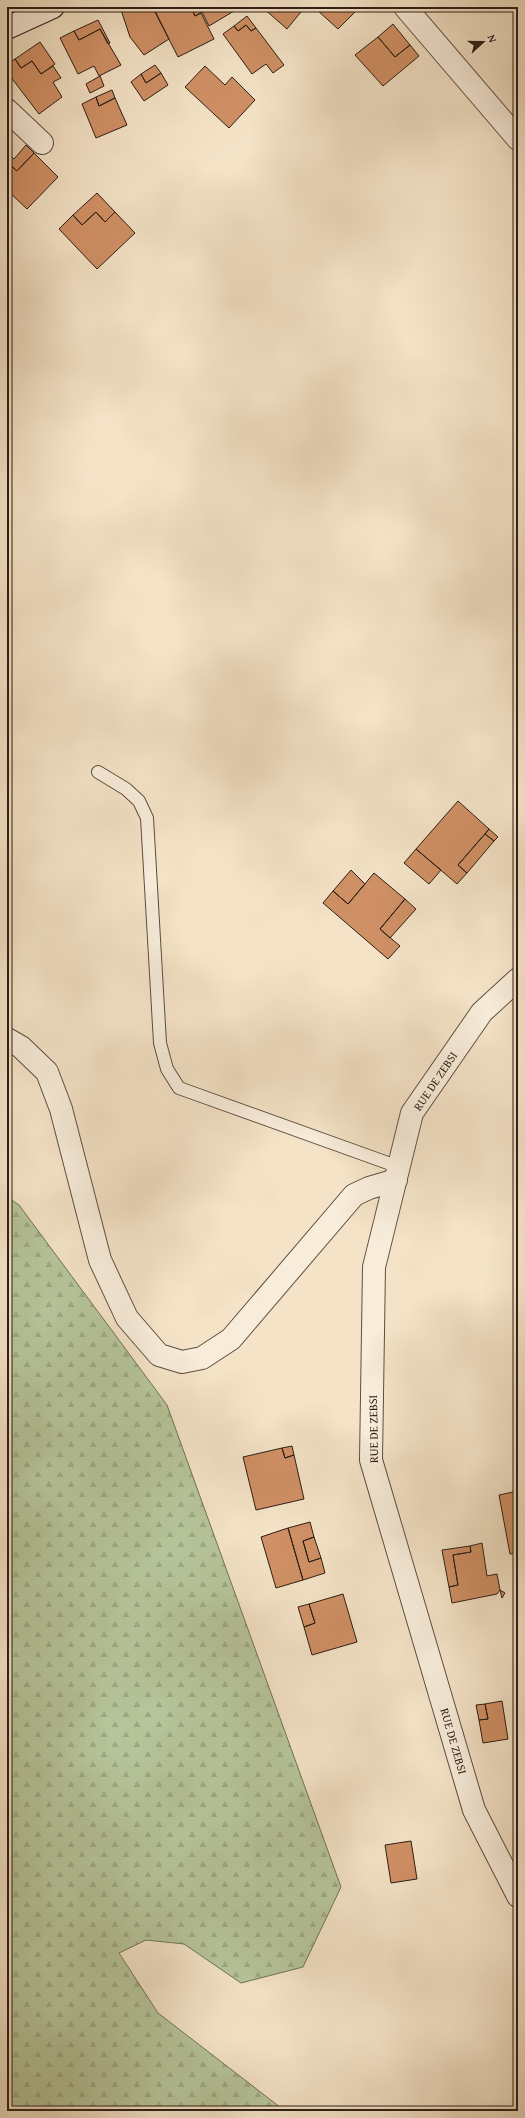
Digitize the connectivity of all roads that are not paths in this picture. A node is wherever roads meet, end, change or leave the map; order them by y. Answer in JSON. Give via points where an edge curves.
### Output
{"nodes":[{"id":1,"x":53,"y":7,"type":"edge"},
{"id":2,"x":405,"y":7,"type":"edge"},
{"id":3,"x":7,"y":28,"type":"edge"},
{"id":4,"x":7,"y":110,"type":"edge"},
{"id":5,"x":518,"y":139,"type":"edge"},
{"id":6,"x":42,"y":143,"type":"dead end"},
{"id":7,"x":98,"y":772,"type":"dead end"},
{"id":8,"x":518,"y":979,"type":"edge"},
{"id":9,"x":7,"y":1039,"type":"edge"},
{"id":10,"x":398,"y":1174,"type":"junction"},
{"id":11,"x":518,"y":1896,"type":"edge"}],
"edges":[{"from":1,"to":3,"type":"street"},
{"from":2,"to":5,"type":"street"},
{"from":4,"to":6,"type":"street"},
{"from":7,"to":10,"type":"lane","via":[[126,789],[139,801],[147,818],[160,1043],[167,1069],[179,1088]]},
{"from":8,"to":10,"type":"street","name":"RUE DE ZEBSI","via":[[482,1012],[412,1113]]},
{"from":9,"to":10,"type":"street","via":[[21,1047],[47,1072],[61,1110],[100,1260],[127,1318],[159,1355],[182,1362],[202,1358],[231,1339],[354,1195]]},
{"from":10,"to":11,"type":"street","name":"RUE DE ZEBSI","via":[[374,1267],[370,1460],[474,1810]]}]}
------------------------------------
TASK TO COMPLETE: Once the pictures are set aside, repeat the data above exactly as written.

YOUR SOLUTION:
Digitize the connectivity of all roads that are not paths in this picture. A node is wherever roads meet, end, change or leave the map; order them by y. Answer in JSON. Give via points where an edge curves.
### Output
{"nodes":[{"id":1,"x":53,"y":7,"type":"edge"},
{"id":2,"x":405,"y":7,"type":"edge"},
{"id":3,"x":7,"y":28,"type":"edge"},
{"id":4,"x":7,"y":110,"type":"edge"},
{"id":5,"x":518,"y":139,"type":"edge"},
{"id":6,"x":42,"y":143,"type":"dead end"},
{"id":7,"x":98,"y":772,"type":"dead end"},
{"id":8,"x":518,"y":979,"type":"edge"},
{"id":9,"x":7,"y":1039,"type":"edge"},
{"id":10,"x":398,"y":1174,"type":"junction"},
{"id":11,"x":518,"y":1896,"type":"edge"}],
"edges":[{"from":1,"to":3,"type":"street"},
{"from":2,"to":5,"type":"street"},
{"from":4,"to":6,"type":"street"},
{"from":7,"to":10,"type":"lane","via":[[126,789],[139,801],[147,818],[160,1043],[167,1069],[179,1088]]},
{"from":8,"to":10,"type":"street","name":"RUE DE ZEBSI","via":[[482,1012],[412,1113]]},
{"from":9,"to":10,"type":"street","via":[[21,1047],[47,1072],[61,1110],[100,1260],[127,1318],[159,1355],[182,1362],[202,1358],[231,1339],[354,1195]]},
{"from":10,"to":11,"type":"street","name":"RUE DE ZEBSI","via":[[374,1267],[370,1460],[474,1810]]}]}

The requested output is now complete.